On Friday, I presented the Principles from Paul Mondor, Managing Counsel of the CFPB from a meeting in September, 2013 with the MBA.  Today, I am going to attempt to translate those into our language.

“Principle #1: CFPB defines the base rate as the starting rate to be adjusted for the particular consumer before discount points are applied

There is one repeating theme throughout the document that is important to pay attention to; “starting adjusting rate” = “base rate”.  Defined, this is the rate that includes all of the risk adjustments for a particular borrower.  This definition is defined in Principle 1 so if you see both of these words used, they mean the same thing!

Example:  Rate with no pricing adjustments is 3.50%.  Rate with Risk adjustments is 3.75%.  Rate with Risk Adjustments (3.75%) = “Starting Adjusting Rate”.  This means that the lender needs to factor in (bake in) risk based price adjustments prior to presenting the rate to the LO and consumer.  If the LO is left to do this themselves, then all of the risk based pricing adjustments end up in the points and fees bucket.  I believe that one of the goals of this regulation is to take the negotiating tool away from the loan originator who is incented by commission and place it with the lender who is incented to provide fair and equal pricing.

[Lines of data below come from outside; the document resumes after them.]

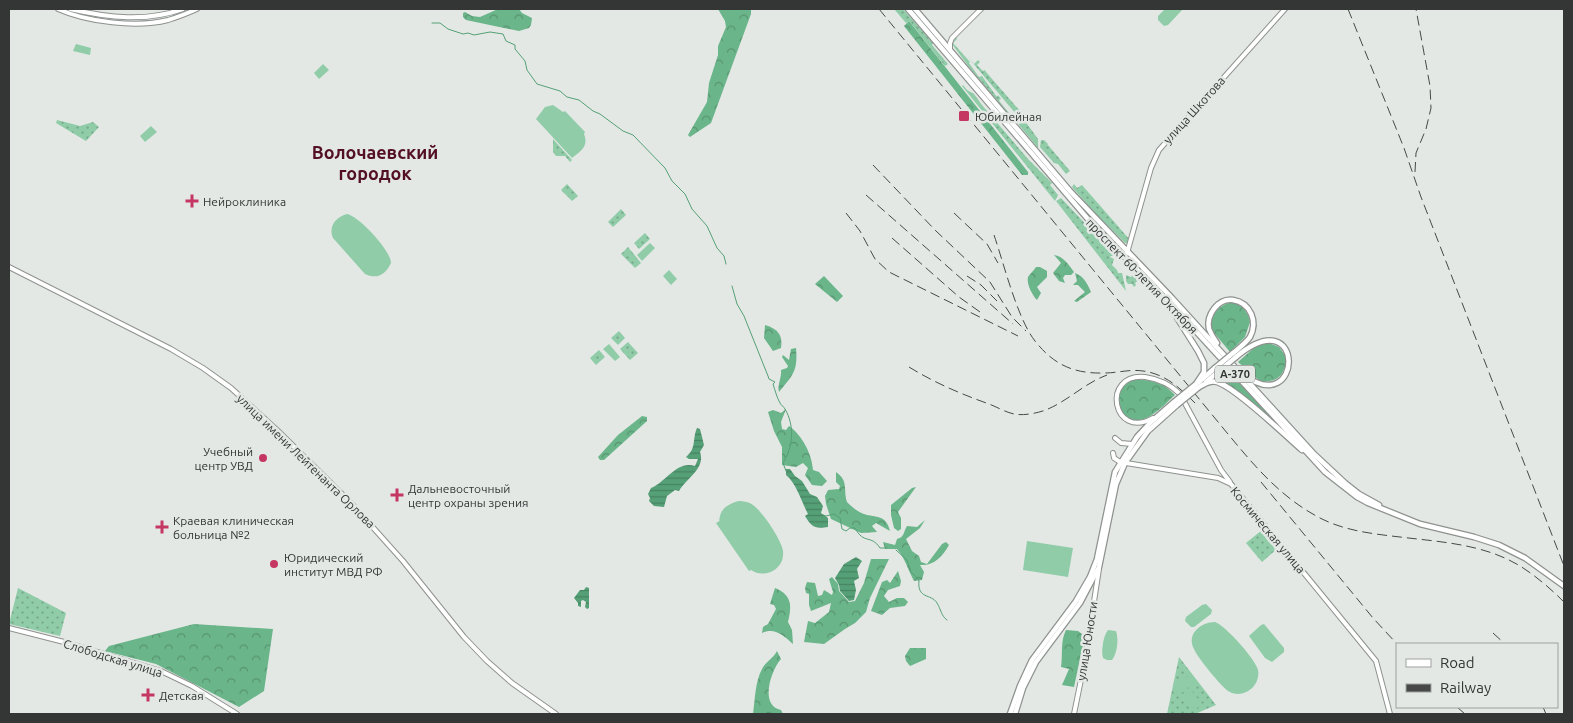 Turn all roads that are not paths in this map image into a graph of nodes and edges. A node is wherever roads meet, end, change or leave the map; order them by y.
1 (58, 9) edge
2 (70, 9) edge
3 (183, 9) edge
4 (197, 9) edge
5 (908, 9) edge
6 (915, 9) edge
7 (981, 9) edge
8 (1285, 9) edge
9 (952, 38) junction
10 (941, 39) junction
11 (950, 49) junction
12 (1126, 255) junction
13 (9, 267) edge
14 (1159, 292) junction
15 (1235, 355) junction
16 (1226, 356) junction
17 (1240, 372) junction
18 (1198, 385) junction
19 (1175, 404) junction
20 (1163, 411) junction
21 (1115, 438) dead end
22 (1132, 444) junction
23 (1133, 450) junction
24 (1113, 453) dead end
25 (1311, 457) junction
26 (1123, 463) junction
27 (1135, 465) junction
28 (1222, 470) junction
29 (1218, 478) junction
30 (1231, 484) junction
31 (1400, 516) junction
32 (1099, 567) junction
33 (1564, 586) edge
34 (9, 628) edge
35 (237, 714) edge
36 (556, 714) edge
37 (1010, 714) edge
38 (1015, 714) edge
39 (1074, 714) edge
40 (1390, 714) edge

1 - 4 street
2 - 3 street
5 - 12 main road, проспект 60-летия Октября / А-370
6 - 10 main road, проспект 60-летия Октября / А-370
7 - 9 street
8 - 12 street, улица Шкотова
9 - 10 street
9 - 11 street
10 - 11 main road, проспект 60-летия Октября / А-370
11 - 12 main road, проспект 60-летия Октября / А-370
12 - 14 main road, проспект 60-летия Октября / А-370
12 - 16 main road, проспект 60-летия Октября / А-370
13 - 36 street, улица имени Лейтенанта Орлова
14 - 18 main road
14 - 25 main road, проспект 60-летия Октября / А-370
15 - 16 main road
15 - 17 main road
15 - 18 main road, bridge
16 - 17 main road, проспект 60-летия Октября / А-370
17 - 31 main road, проспект 60-летия Октября / А-370
18 - 19 main road, bridge
18 - 25 main road
19 - 20 main road
19 - 23 main road
20 - 22 main road
20 - 28 street
21 - 22 street
22 - 26 main road
23 - 26 main road
23 - 27 street
24 - 26 street
25 - 31 main road, проспект 60-летия Октября / А-370
26 - 27 street, Космическая улица
26 - 32 main road
26 - 37 main road
27 - 29 street, Космическая улица
28 - 29 street
28 - 30 street
29 - 30 street, Космическая улица
30 - 40 street, Космическая улица
31 - 33 main road, проспект 60-летия Октября / А-370
32 - 38 main road
32 - 39 street, улица Юности
34 - 35 street, Слободская улица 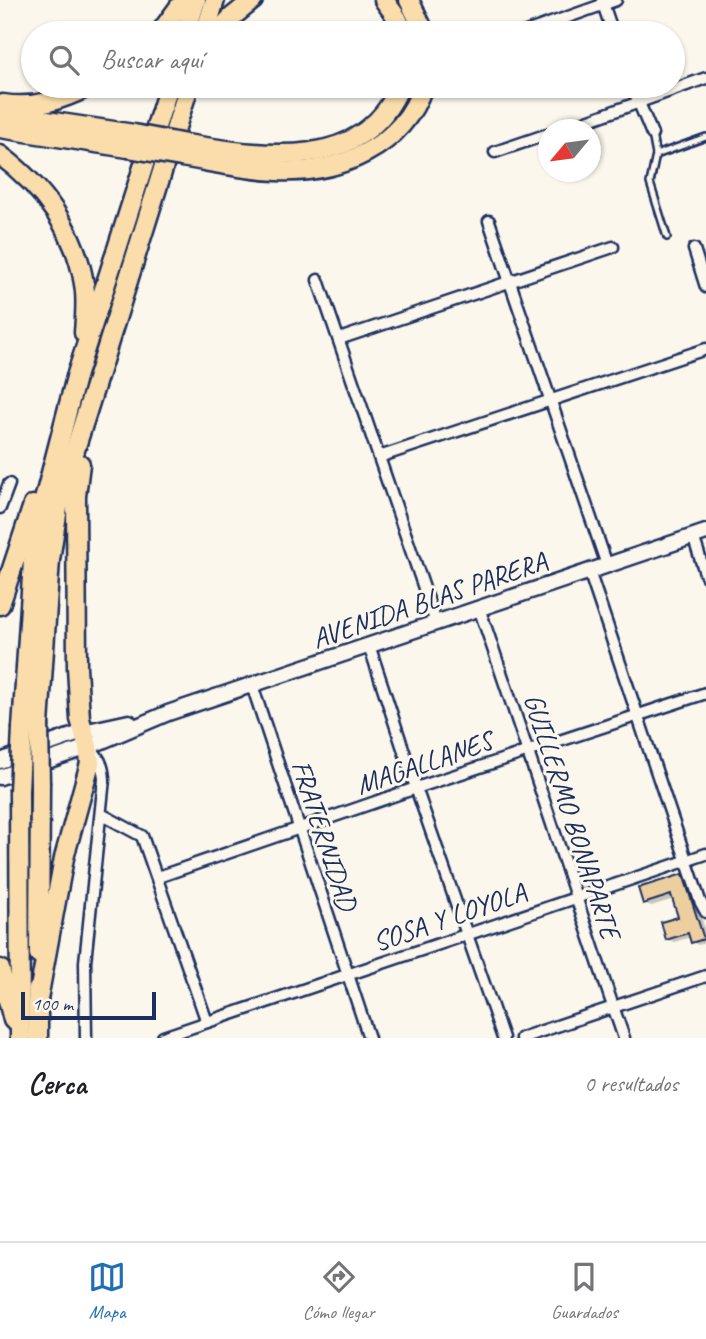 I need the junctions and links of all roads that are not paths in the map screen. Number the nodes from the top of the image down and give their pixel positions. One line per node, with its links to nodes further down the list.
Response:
1 (184, 0): 9 (highway)
2 (196, 0): 10 (highway)
3 (215, 0): 11 (highway)
4 (253, 0): 12 (highway)
5 (384, 0): 13 (highway)
6 (409, 0): 14 (highway)
7 (616, 0): 8 (street)
8 (602, 2): 15 (street); 16 (street)
9 (169, 21)
10 (190, 21)
11 (209, 21)
12 (228, 21)
13 (398, 21)
14 (419, 21)
15 (554, 21)
16 (609, 21)
17 (706, 78): 18 (street)
18 (685, 86)
19 (62, 98): 27 (highway)
20 (165, 98): 48 (highway)
21 (186, 98): 49 (highway)
22 (395, 98): 35 (highway)
23 (418, 98): 35 (highway)
24 (637, 98): 26 (street)
25 (652, 98): 26 (street)
26 (639, 103): 29 (street); 31 (street)
27 (0, 104)
28 (0, 114): 34 (highway)
29 (593, 119)
30 (0, 128): 34 (highway)
31 (652, 134): 38 (lane)
32 (538, 137): 36 (street)
33 (706, 137): 38 (lane)
34 (131, 141): 35 (highway, bridge)
35 (184, 150)
36 (495, 152)
37 (0, 155): 48 (highway)
38 (656, 155): 40 (lane)
39 (489, 221): 44 (street)
40 (667, 237)
41 (613, 247): 44 (street)
42 (694, 248): 45 (street)
43 (318, 280): 46 (street)
44 (510, 281): 46 (street); 50 (street)
45 (706, 286)
46 (339, 339): 51 (street)
47 (706, 349): 50 (street)
48 (76, 377): 52 (highway)
49 (96, 385): 66 (highway); 67 (highway)
50 (552, 400): 51 (street); 56 (street)
51 (379, 457): 61 (street)
52 (53, 460): 59 (highway); 66 (highway)
53 (9, 484): 54 (street)
54 (0, 508)
55 (699, 534): 56 (main road, AVENIDA BLAS PARERA); 58 (street)
56 (607, 565): 57 (main road, AVENIDA BLAS PARERA)
57 (589, 571): 60 (main road, AVENIDA BLAS PARERA); 65 (street)
58 (706, 576)
59 (0, 605)
60 (479, 608): 61 (main road, AVENIDA BLAS PARERA); 68 (street, GUILLERMO BONAPARTE)
61 (436, 623): 62 (main road, AVENIDA BLAS PARERA)
62 (369, 645): 63 (main road, AVENIDA BLAS PARERA); 71 (street)
63 (252, 685): 67 (main road, AVENIDA BLAS PARERA); 73 (street, FRATERNIDAD)
64 (706, 693): 65 (street, MAGALLANES)
65 (637, 715): 68 (street, MAGALLANES); 75 (street)
66 (30, 726): 83 (highway, bridge); 87 (highway, bridge)
67 (85, 739): 69 (main road); 70 (main road); 72 (street); 83 (highway)
68 (528, 751): 71 (street, MAGALLANES); 77 (street, GUILLERMO BONAPARTE)
69 (0, 761)
70 (0, 777)
71 (416, 788): 73 (street, MAGALLANES); 79 (street)
72 (101, 814): 76 (street); 89 (street)
73 (299, 828): 76 (street, MAGALLANES); 81 (street, FRATERNIDAD)
74 (706, 854): 75 (street, SOSA Y LOYOLA)
75 (687, 860): 77 (street, SOSA Y LOYOLA); 78 (street)
76 (158, 877): 85 (street)
77 (574, 897): 79 (street, SOSA Y LOYOLA); 84 (street, GUILLERMO BONAPARTE)
78 (706, 912)
79 (467, 934): 81 (street, SOSA Y LOYOLA); 91 (street)
80 (0, 969): 87 (highway)
81 (349, 975): 85 (street, SOSA Y LOYOLA); 90 (street, FRATERNIDAD)
82 (706, 976): 84 (street)
83 (38, 999): 88 (highway)
84 (613, 1007): 92 (street); 93 (street, GUILLERMO BONAPARTE)
85 (207, 1022): 86 (street, SOSA Y LOYOLA)
86 (163, 1037)
87 (20, 1038)
88 (38, 1038)
89 (86, 1038)
90 (369, 1038)
91 (503, 1038)
92 (522, 1038)
93 (624, 1038) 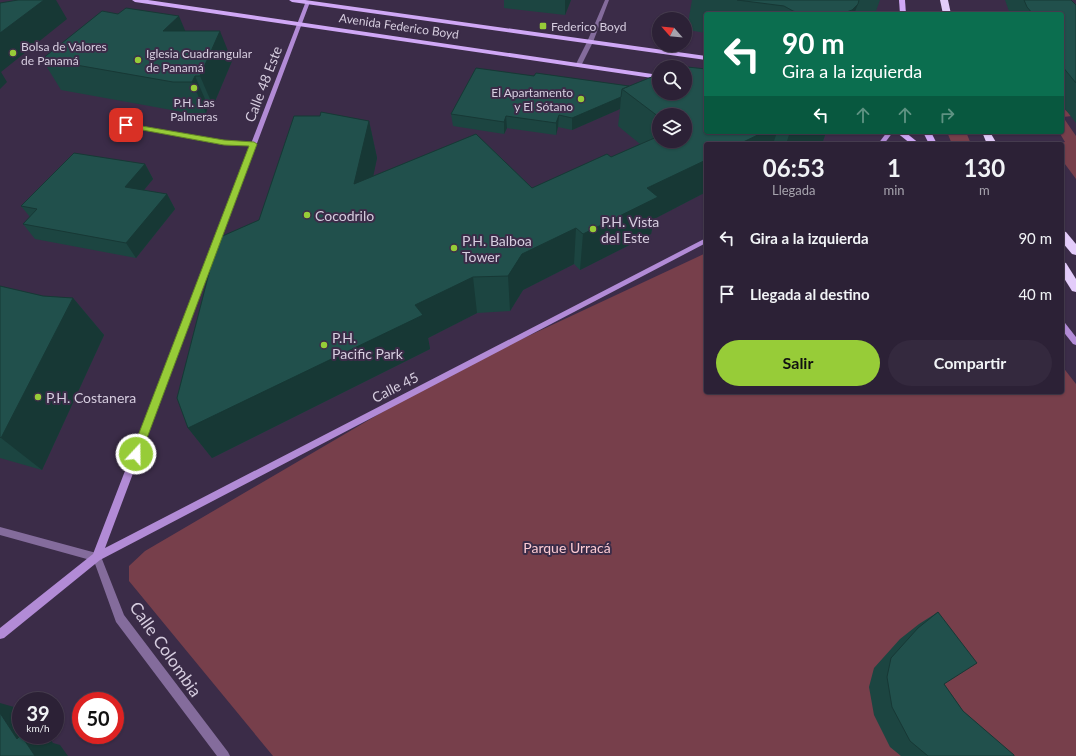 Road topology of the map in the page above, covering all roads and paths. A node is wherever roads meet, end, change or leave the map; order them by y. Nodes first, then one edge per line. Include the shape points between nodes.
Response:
1 (134, 0) edge
2 (292, 0) edge
3 (607, 0) edge
4 (902, 0) edge
5 (944, 0) edge
6 (309, 1) edge
7 (903, 12) edge
8 (946, 12) edge
9 (300, 24) junction
10 (590, 42) junction
11 (704, 58) edge
12 (579, 64) junction
13 (652, 76) edge
14 (126, 125) dead end
15 (888, 134) edge
16 (903, 134) edge
17 (882, 142) edge
18 (913, 142) edge
19 (254, 144) junction
20 (1064, 237) edge
21 (704, 241) edge
22 (1076, 251) edge
23 (1064, 269) edge
24 (1076, 288) edge
25 (1064, 327) edge
26 (1076, 342) edge
27 (0, 531) edge
28 (96, 557) junction
29 (0, 634) edge
30 (224, 756) edge

1 - 9 main road, Avenida Federico Boyd
2 - 6 main road, Avenida Federico Boyd
3 - 10 street
4 - 7 main road
5 - 8 highway
6 - 9 main road, Calle 48 Este
6 - 10 main road, Avenida Federico Boyd
9 - 12 main road, Avenida Federico Boyd
9 - 19 main road, Calle 48 Este
10 - 11 main road, Avenida Federico Boyd
10 - 12 street
12 - 13 main road, Avenida Federico Boyd
14 - 19 street via 224,142
15 - 17 main road
16 - 18 main road
19 - 28 main road, Calle 48 Este
20 - 22 highway
21 - 28 main road, Calle 45
23 - 24 highway
25 - 26 main road
27 - 28 street
28 - 29 main road, Calle 45
28 - 30 street, Calle Colombia via 120,618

This means that lenders cannot just plop rates and LLPA adjustment sheets out to the originator anymore.  Technology can do all of this at the corporate level which allows the lender control and monitoring over pricing.  Flow at the corporate level would look something like this:

Base price + corporate margin + risk adjustments (based on borrower characteristics) = Rate to LO

Any remainder in price is either a lender credit to the client or is included in the points and fees.

Principle #2: Discount points excluded from points and fees may not exceed the discount points actually paid by the consumer.

Tammy’s Translation:  Discount = True Discount, Rebates= Real Rebates, No profit was garnered by the lender as part of the bona fide discount limits.  Keeping it clean!

Principle #3(a): No requirement for a zero point loan to be available.

Tammy’s Translation:  You do not need to offer Par Pricing, but you do need to decide how your technology will handle this.  As an example, if you are over par then your system should be configured to give that as a rebate to the borrower or automatically add it to your points and fees.  As you create your QM/Points and Fees methodology, do not forget Fair Lending issues.  Consistently applied and monitored is the new mantra.

 

Principle #3(b): Starting adjusted rate actually must be available. 

The examiner wants to start where the rate should really be for that particular consumer, versus trying to extrapolate the rate based on pricing adjustments (linear interpolation).

 

Principle #4: Discount Points that may be excluded from points and fees are those applied to the starting adjusted rate for the consumer to reduce the interest rate

If the client wants to execute their “bona fide” discount points, they can as long as no one is profiting from the use of those discount points.  They are supposed to be used as a legitimate rate buydown and you must prove this methodology.

Also be careful as to how you combine lender rebates with discount points.  The example given in my first article under this principle is a great example.

Bottom Line:

•Incorporate risk adjustment scenarios into the calculation of the rate prior to presentation to LO.

•Residual if profit must be given to the borrower as a lender credit.

•Residual if cost may be paid for by the client to “buydown” the rate subject to bona fide discount rules.

•LO’s should no longer negotiate rate/price.  Companies set that and if an exception occurs the documentation is made and monitored.

Done well, all of your pricing should be equal for similarly situated clients with like risk profiles.